▶ **BRIEF**
Exactly the lines from the one that contains "СОШ №3</b><p>Школа</p></div><em>640 m</em></li>" through the end of the material below are to be output, the first and last included.

*** Opening of SUPPLIED ENTRIES ***

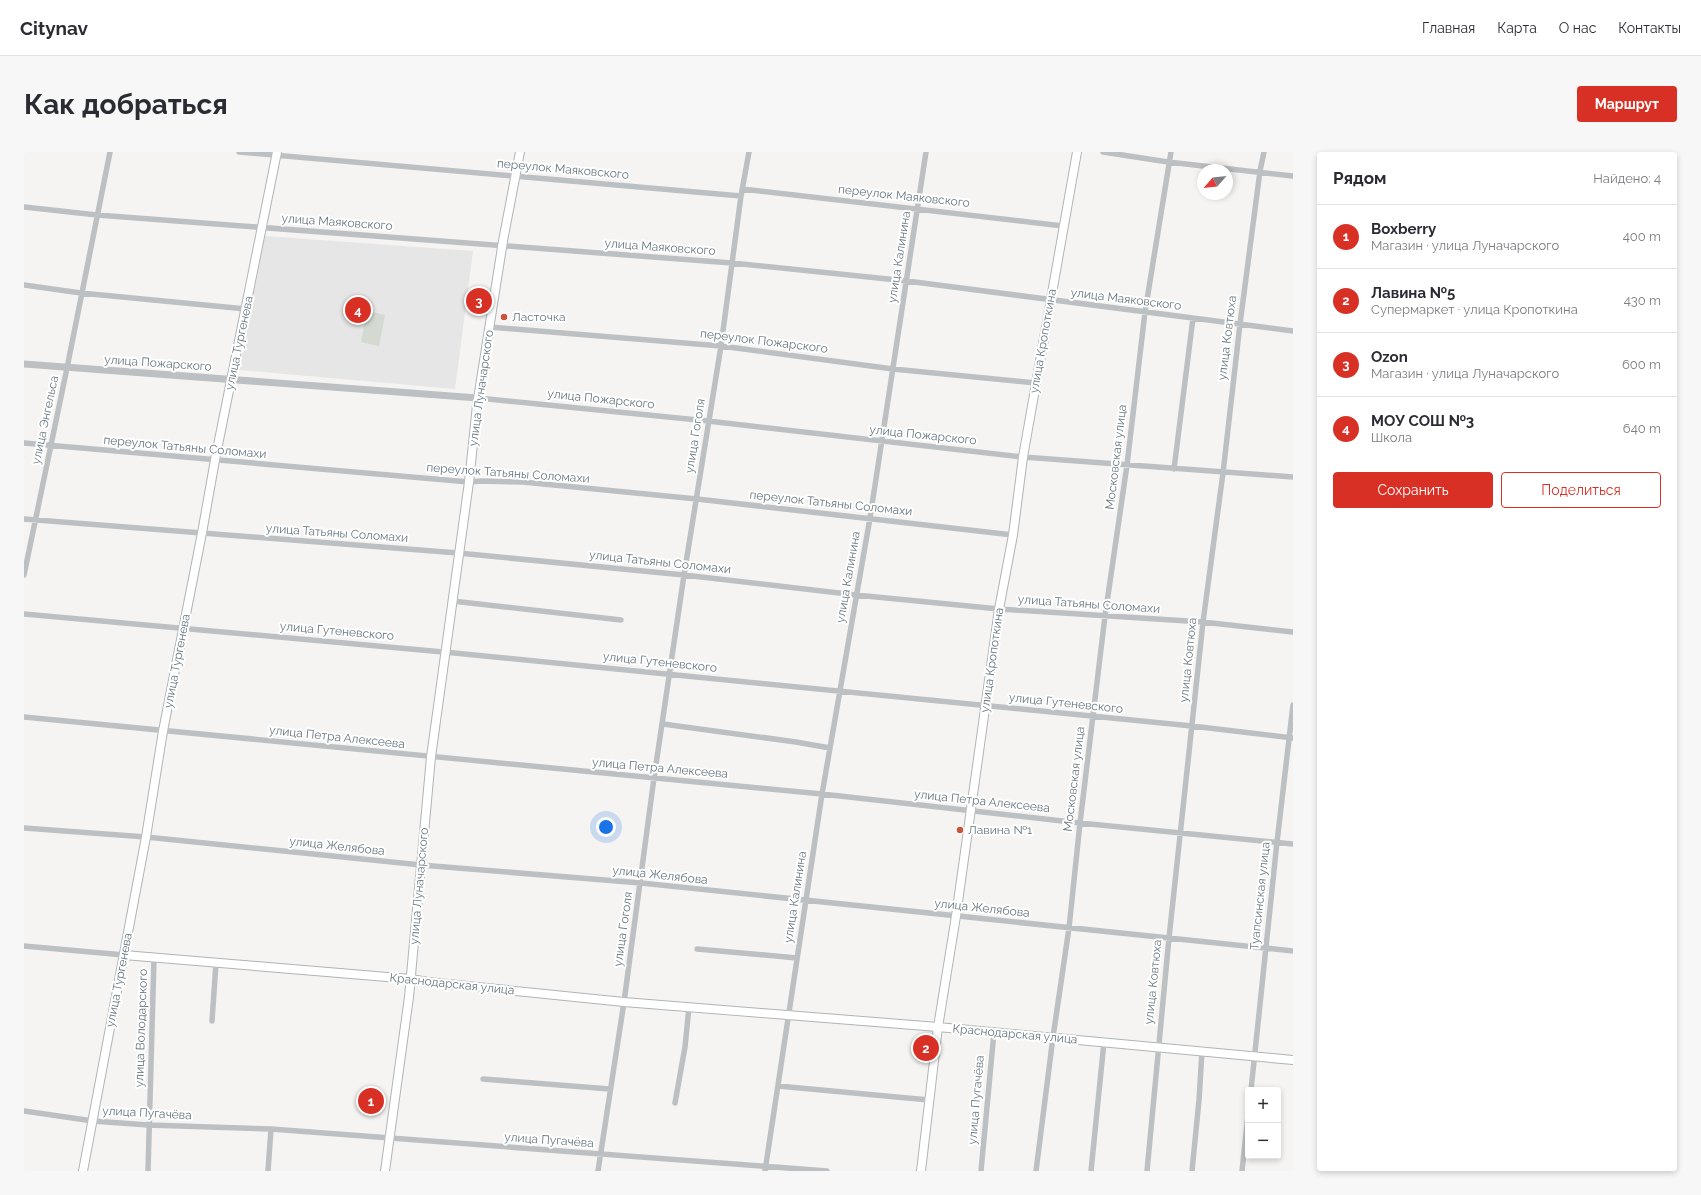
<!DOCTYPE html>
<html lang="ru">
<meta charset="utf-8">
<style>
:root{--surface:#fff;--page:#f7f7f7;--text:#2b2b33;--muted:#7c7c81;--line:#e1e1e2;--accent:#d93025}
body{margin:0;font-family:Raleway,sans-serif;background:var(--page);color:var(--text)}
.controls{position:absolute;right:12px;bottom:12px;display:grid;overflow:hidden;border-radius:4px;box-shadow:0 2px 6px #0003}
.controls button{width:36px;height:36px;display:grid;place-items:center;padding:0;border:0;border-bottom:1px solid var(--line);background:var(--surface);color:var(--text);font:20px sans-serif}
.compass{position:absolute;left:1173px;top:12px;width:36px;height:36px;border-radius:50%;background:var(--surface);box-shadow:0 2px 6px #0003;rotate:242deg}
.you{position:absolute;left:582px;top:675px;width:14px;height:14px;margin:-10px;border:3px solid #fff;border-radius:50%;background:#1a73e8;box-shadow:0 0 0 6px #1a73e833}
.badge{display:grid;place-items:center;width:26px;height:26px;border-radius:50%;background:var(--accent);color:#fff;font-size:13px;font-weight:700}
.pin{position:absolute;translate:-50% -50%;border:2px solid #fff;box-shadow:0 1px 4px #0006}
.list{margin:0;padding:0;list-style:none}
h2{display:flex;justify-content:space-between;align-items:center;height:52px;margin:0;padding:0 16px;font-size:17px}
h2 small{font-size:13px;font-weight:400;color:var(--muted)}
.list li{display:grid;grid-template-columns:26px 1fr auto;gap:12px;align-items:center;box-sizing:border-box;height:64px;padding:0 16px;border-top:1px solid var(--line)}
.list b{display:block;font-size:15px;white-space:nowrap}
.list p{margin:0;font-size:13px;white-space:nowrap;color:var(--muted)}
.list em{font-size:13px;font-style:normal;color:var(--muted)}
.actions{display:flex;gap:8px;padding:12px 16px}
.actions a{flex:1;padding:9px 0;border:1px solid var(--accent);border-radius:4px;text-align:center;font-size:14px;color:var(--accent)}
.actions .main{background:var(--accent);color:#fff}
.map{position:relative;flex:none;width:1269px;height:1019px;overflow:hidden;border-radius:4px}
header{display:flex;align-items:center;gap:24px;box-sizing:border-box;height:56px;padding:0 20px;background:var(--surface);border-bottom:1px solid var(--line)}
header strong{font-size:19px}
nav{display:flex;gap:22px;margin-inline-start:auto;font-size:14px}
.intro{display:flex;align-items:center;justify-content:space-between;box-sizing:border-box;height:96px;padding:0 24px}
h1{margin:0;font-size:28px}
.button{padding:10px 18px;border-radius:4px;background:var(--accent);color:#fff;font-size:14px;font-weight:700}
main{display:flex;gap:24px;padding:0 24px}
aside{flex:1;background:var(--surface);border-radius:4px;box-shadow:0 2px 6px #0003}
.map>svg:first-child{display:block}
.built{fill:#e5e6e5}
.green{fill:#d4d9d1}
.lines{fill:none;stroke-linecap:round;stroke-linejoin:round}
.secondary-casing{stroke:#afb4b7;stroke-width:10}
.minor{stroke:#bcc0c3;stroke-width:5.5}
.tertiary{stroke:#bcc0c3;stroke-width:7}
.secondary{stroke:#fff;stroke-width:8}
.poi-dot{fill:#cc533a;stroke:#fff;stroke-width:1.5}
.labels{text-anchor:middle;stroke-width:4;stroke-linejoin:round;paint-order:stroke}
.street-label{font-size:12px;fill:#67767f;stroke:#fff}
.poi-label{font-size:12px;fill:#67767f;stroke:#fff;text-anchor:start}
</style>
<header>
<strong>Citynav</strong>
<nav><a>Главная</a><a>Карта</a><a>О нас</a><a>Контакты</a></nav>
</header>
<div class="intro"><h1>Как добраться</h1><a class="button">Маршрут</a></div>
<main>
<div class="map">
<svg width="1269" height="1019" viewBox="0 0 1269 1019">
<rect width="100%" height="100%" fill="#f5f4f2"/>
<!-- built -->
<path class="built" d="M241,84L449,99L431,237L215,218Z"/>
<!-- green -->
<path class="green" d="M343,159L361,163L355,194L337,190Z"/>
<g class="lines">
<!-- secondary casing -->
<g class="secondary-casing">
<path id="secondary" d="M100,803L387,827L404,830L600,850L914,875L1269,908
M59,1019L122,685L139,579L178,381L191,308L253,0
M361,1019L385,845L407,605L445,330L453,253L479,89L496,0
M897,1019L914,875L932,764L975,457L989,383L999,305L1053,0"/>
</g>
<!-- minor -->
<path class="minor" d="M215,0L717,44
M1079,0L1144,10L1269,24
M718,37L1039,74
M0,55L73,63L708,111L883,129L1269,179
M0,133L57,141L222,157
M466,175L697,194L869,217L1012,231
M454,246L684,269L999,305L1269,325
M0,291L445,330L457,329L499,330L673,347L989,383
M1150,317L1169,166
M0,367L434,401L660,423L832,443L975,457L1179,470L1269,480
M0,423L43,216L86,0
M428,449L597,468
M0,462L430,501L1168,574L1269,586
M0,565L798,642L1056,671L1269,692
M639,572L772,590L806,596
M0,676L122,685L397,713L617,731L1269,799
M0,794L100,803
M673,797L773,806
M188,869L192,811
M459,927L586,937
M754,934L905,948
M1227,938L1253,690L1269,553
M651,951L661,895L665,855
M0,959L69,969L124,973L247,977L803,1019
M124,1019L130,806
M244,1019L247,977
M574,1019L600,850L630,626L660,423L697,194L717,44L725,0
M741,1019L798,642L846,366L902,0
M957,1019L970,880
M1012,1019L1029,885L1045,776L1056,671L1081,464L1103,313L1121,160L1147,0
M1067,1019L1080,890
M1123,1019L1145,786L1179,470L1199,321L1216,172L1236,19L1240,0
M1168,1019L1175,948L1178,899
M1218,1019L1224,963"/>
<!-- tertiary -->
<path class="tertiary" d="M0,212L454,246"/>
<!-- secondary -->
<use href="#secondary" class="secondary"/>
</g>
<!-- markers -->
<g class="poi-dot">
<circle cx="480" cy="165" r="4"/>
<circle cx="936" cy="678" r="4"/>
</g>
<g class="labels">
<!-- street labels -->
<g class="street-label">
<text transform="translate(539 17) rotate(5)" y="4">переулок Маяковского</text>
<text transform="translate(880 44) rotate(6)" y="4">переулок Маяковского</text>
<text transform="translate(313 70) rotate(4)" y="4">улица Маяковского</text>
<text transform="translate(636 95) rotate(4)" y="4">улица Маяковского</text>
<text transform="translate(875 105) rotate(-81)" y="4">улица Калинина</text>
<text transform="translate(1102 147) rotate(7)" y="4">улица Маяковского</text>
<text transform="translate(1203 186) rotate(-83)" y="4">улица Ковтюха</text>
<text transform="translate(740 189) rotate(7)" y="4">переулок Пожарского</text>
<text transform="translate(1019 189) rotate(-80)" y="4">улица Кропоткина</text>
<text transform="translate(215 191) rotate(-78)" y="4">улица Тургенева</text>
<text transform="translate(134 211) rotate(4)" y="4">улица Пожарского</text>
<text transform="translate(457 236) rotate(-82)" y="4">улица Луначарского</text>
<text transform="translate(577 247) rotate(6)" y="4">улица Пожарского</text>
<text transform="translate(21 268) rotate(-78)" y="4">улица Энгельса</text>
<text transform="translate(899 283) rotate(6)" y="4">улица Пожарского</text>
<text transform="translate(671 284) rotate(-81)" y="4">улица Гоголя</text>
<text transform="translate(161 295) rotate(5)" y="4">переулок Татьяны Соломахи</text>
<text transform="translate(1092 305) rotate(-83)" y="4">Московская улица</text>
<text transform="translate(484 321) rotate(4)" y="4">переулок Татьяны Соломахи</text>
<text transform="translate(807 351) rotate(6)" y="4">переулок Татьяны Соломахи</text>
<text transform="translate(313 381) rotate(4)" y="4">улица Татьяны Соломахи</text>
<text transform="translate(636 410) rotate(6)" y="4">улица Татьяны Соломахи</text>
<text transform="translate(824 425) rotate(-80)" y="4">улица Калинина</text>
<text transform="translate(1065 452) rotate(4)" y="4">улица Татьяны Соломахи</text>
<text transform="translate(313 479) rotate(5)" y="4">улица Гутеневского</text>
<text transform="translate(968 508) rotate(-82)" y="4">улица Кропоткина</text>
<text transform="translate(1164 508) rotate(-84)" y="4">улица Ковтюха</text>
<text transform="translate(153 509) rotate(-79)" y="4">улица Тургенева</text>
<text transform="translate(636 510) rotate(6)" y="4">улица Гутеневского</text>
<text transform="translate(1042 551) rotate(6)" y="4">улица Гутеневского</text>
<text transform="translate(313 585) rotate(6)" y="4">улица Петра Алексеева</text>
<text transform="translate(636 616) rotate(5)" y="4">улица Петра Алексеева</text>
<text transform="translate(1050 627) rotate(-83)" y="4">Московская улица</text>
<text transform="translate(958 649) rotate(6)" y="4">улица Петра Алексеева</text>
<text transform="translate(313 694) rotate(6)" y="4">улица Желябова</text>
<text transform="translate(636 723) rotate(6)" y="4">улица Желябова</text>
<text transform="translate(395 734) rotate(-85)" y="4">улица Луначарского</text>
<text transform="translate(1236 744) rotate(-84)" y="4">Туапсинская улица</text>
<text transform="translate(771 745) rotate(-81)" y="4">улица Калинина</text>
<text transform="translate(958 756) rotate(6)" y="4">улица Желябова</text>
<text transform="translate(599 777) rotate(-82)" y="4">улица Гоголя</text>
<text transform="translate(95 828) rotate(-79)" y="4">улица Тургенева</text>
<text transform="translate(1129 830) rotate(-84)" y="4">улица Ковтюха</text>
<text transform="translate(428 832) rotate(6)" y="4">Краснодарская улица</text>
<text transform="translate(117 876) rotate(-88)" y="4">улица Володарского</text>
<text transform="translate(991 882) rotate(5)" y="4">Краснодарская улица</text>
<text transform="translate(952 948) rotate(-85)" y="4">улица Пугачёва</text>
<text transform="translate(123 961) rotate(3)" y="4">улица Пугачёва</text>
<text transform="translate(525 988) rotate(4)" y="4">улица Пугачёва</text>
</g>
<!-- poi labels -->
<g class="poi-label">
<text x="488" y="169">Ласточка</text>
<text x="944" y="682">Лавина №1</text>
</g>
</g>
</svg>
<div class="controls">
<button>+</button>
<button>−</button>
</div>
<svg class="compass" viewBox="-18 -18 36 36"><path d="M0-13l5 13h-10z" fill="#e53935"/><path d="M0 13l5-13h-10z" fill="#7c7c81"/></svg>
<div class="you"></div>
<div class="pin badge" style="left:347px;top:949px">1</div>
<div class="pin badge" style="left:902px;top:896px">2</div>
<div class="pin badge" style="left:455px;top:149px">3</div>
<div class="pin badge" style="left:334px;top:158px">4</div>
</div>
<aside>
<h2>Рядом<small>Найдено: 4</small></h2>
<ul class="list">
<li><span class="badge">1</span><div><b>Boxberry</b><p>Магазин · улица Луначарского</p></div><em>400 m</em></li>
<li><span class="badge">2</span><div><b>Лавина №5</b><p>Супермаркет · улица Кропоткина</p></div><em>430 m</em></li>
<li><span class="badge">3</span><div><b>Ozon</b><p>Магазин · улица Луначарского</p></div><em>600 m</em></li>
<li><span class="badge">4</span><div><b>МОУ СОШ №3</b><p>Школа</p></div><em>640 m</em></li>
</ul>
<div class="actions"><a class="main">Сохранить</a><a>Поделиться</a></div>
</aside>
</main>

*** Close of SUPPLIED ENTRIES ***

▶ **ANSWER BELOW**
<li><span class="badge">4</span><div><b>МОУ СОШ №3</b><p>Школа</p></div><em>640 m</em></li>
</ul>
<div class="actions"><a class="main">Сохранить</a><a>Поделиться</a></div>
</aside>
</main>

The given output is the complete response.